YOUR INSTRUCTIONS - The result should be every line in the data below that carries the string "Primera".
*** Opening of RECORDS SUPPLIED ***
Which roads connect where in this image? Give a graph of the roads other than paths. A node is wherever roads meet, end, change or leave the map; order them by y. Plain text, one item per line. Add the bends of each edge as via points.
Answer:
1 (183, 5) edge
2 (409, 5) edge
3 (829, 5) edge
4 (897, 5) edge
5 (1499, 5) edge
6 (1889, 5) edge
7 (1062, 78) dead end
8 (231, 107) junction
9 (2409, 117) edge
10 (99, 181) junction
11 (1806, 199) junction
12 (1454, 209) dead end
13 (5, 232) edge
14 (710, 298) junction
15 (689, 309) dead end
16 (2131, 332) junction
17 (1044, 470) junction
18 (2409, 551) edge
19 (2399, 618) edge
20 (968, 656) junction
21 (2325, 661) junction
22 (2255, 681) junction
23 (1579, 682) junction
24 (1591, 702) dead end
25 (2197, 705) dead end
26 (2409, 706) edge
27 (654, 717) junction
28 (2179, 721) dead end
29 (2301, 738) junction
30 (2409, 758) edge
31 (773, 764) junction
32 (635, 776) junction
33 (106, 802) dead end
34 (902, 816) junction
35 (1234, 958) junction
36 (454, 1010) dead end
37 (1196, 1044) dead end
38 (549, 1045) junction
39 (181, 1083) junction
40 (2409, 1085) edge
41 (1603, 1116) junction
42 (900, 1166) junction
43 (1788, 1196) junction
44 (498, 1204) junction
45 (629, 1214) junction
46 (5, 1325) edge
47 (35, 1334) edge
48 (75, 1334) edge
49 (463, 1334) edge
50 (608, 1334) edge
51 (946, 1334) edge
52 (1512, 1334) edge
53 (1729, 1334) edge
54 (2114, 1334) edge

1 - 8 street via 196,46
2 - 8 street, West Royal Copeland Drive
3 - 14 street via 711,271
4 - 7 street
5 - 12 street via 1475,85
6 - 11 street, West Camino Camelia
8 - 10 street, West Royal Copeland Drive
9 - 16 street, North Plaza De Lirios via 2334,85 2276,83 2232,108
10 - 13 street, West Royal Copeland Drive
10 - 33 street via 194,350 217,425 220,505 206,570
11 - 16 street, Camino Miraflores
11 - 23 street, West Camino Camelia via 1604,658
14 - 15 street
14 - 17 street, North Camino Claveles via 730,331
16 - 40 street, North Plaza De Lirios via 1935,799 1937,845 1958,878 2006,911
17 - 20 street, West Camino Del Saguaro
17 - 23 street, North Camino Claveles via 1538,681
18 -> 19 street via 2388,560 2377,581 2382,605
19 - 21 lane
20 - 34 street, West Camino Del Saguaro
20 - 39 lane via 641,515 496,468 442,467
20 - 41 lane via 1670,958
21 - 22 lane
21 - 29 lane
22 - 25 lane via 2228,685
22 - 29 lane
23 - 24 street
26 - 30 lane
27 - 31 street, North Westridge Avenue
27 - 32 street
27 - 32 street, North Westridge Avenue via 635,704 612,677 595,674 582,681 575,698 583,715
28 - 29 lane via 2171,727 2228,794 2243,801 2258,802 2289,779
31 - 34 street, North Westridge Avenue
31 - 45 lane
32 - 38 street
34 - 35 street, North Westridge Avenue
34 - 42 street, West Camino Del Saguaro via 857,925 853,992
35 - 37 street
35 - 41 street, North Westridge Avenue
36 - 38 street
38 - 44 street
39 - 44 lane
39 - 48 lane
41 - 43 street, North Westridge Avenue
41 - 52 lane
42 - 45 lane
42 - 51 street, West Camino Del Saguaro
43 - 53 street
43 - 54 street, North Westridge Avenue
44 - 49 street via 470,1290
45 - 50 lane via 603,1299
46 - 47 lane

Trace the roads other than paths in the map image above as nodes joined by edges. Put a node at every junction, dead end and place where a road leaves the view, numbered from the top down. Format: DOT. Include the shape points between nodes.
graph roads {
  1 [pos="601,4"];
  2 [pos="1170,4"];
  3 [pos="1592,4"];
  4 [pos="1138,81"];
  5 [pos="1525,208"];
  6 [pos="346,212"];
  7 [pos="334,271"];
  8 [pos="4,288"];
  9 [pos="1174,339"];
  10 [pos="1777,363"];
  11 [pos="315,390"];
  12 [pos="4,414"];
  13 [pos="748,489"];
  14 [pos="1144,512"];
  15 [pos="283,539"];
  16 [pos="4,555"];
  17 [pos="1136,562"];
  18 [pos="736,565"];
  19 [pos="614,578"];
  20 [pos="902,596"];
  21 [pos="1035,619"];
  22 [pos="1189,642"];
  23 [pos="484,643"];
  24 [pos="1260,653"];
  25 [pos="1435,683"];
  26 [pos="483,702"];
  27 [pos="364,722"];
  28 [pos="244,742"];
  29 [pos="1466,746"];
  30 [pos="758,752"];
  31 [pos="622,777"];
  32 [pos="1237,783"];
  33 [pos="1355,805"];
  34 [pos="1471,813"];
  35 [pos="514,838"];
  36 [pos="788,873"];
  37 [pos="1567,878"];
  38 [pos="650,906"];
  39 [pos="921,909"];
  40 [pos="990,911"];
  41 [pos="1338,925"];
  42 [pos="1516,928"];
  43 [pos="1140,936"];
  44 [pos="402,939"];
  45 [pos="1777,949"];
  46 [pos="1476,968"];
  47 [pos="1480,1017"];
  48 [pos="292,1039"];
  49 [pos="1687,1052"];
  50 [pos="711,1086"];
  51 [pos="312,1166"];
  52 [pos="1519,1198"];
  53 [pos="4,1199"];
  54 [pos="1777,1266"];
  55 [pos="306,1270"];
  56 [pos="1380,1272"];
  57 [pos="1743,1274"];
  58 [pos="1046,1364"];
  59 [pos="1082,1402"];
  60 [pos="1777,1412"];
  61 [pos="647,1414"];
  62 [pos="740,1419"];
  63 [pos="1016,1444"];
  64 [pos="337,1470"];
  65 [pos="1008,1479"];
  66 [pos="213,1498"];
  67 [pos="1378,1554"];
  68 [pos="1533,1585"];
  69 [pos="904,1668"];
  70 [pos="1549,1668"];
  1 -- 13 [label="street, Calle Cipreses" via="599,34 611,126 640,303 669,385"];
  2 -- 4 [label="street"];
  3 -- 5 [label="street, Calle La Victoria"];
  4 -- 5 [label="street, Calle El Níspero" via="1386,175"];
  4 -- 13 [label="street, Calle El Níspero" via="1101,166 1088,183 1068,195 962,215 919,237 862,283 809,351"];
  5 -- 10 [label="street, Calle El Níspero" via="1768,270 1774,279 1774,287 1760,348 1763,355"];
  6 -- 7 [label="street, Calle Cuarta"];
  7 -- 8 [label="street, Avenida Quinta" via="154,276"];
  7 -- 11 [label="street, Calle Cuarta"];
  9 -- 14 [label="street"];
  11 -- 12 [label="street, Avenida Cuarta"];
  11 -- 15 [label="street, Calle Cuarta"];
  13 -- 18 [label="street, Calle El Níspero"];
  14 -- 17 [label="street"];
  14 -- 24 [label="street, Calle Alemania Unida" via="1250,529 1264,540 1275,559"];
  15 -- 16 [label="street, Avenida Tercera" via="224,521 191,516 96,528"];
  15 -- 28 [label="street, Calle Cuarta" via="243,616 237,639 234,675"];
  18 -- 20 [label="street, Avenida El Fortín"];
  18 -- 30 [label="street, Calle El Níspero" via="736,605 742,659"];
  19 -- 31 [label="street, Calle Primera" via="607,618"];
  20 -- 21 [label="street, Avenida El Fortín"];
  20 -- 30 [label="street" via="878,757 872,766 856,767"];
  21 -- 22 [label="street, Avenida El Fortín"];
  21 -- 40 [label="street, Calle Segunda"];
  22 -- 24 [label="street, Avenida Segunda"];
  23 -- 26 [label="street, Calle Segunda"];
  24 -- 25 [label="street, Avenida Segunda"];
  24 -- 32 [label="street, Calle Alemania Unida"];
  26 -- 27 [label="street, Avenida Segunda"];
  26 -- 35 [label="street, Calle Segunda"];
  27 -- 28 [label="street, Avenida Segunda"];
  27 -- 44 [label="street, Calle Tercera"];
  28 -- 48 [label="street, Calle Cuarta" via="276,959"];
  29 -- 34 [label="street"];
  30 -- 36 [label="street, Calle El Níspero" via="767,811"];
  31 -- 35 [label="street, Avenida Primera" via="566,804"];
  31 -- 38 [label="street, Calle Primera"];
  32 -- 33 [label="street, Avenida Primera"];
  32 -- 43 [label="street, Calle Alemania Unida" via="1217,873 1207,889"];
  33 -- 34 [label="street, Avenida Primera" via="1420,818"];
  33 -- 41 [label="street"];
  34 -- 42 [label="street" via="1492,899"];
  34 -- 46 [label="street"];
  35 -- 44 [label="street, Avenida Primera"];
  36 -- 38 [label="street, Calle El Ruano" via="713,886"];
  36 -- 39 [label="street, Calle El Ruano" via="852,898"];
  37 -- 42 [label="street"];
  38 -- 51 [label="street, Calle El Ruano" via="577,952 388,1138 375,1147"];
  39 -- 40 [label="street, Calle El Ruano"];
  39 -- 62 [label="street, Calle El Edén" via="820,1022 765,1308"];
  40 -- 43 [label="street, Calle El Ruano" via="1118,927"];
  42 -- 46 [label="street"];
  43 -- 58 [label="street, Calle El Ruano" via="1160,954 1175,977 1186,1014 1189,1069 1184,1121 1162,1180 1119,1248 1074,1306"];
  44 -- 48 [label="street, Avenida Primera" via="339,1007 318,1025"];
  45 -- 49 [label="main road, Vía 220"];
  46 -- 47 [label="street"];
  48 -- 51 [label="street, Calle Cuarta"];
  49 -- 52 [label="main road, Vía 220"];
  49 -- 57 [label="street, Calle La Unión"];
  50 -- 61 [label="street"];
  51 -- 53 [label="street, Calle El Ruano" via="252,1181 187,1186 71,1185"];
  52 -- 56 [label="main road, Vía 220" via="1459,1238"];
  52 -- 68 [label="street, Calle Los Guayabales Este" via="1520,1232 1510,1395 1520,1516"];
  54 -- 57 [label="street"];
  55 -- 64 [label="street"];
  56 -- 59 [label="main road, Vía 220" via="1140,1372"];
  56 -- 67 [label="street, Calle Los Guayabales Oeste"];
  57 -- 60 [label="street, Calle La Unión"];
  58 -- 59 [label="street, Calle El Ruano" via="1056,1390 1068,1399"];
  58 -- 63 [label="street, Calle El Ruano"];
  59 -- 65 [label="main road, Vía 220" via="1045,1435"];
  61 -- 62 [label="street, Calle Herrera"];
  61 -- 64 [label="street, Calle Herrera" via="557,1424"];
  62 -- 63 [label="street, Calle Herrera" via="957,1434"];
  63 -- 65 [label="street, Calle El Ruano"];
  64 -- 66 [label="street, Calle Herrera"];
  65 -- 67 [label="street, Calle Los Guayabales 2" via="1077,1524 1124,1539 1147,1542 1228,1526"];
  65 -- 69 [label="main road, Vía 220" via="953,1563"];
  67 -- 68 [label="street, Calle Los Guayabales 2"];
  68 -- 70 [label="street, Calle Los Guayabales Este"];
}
*** Close of RECORDS SUPPLIED ***
RESULT FOR THIS TASK -
  19 -- 31 [label="street, Calle Primera" via="607,618"];
  31 -- 35 [label="street, Avenida Primera" via="566,804"];
  31 -- 38 [label="street, Calle Primera"];
  32 -- 33 [label="street, Avenida Primera"];
  33 -- 34 [label="street, Avenida Primera" via="1420,818"];
  35 -- 44 [label="street, Avenida Primera"];
  44 -- 48 [label="street, Avenida Primera" via="339,1007 318,1025"];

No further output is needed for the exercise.